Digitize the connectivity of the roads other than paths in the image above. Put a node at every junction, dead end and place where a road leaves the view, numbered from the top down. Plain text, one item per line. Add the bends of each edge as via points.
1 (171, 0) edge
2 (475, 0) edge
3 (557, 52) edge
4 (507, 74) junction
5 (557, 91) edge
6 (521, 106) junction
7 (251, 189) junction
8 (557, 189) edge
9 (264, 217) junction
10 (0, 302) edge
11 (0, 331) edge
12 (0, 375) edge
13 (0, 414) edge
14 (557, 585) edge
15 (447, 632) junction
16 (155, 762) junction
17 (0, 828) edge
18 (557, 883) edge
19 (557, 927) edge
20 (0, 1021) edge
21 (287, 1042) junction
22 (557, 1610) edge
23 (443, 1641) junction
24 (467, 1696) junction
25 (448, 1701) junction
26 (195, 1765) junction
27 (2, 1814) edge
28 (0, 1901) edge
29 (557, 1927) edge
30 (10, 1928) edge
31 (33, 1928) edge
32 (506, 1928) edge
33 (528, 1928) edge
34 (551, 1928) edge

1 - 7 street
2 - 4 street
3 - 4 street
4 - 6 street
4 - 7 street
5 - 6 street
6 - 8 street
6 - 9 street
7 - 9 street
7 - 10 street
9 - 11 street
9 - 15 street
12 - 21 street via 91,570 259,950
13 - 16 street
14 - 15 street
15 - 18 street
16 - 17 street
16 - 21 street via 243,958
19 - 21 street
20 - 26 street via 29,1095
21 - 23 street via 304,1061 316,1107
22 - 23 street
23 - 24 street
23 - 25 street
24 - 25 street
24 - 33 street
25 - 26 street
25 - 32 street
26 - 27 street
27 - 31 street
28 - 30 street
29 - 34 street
■ ■ ■ ■ ■
Restate the entries above word for word.

*Task response*:
Digitize the connectivity of the roads other than paths in the image above. Put a node at every junction, dead end and place where a road leaves the view, numbered from the top down. Plain text, one item per line. Add the bends of each edge as via points.
1 (171, 0) edge
2 (475, 0) edge
3 (557, 52) edge
4 (507, 74) junction
5 (557, 91) edge
6 (521, 106) junction
7 (251, 189) junction
8 (557, 189) edge
9 (264, 217) junction
10 (0, 302) edge
11 (0, 331) edge
12 (0, 375) edge
13 (0, 414) edge
14 (557, 585) edge
15 (447, 632) junction
16 (155, 762) junction
17 (0, 828) edge
18 (557, 883) edge
19 (557, 927) edge
20 (0, 1021) edge
21 (287, 1042) junction
22 (557, 1610) edge
23 (443, 1641) junction
24 (467, 1696) junction
25 (448, 1701) junction
26 (195, 1765) junction
27 (2, 1814) edge
28 (0, 1901) edge
29 (557, 1927) edge
30 (10, 1928) edge
31 (33, 1928) edge
32 (506, 1928) edge
33 (528, 1928) edge
34 (551, 1928) edge

1 - 7 street
2 - 4 street
3 - 4 street
4 - 6 street
4 - 7 street
5 - 6 street
6 - 8 street
6 - 9 street
7 - 9 street
7 - 10 street
9 - 11 street
9 - 15 street
12 - 21 street via 91,570 259,950
13 - 16 street
14 - 15 street
15 - 18 street
16 - 17 street
16 - 21 street via 243,958
19 - 21 street
20 - 26 street via 29,1095
21 - 23 street via 304,1061 316,1107
22 - 23 street
23 - 24 street
23 - 25 street
24 - 25 street
24 - 33 street
25 - 26 street
25 - 32 street
26 - 27 street
27 - 31 street
28 - 30 street
29 - 34 street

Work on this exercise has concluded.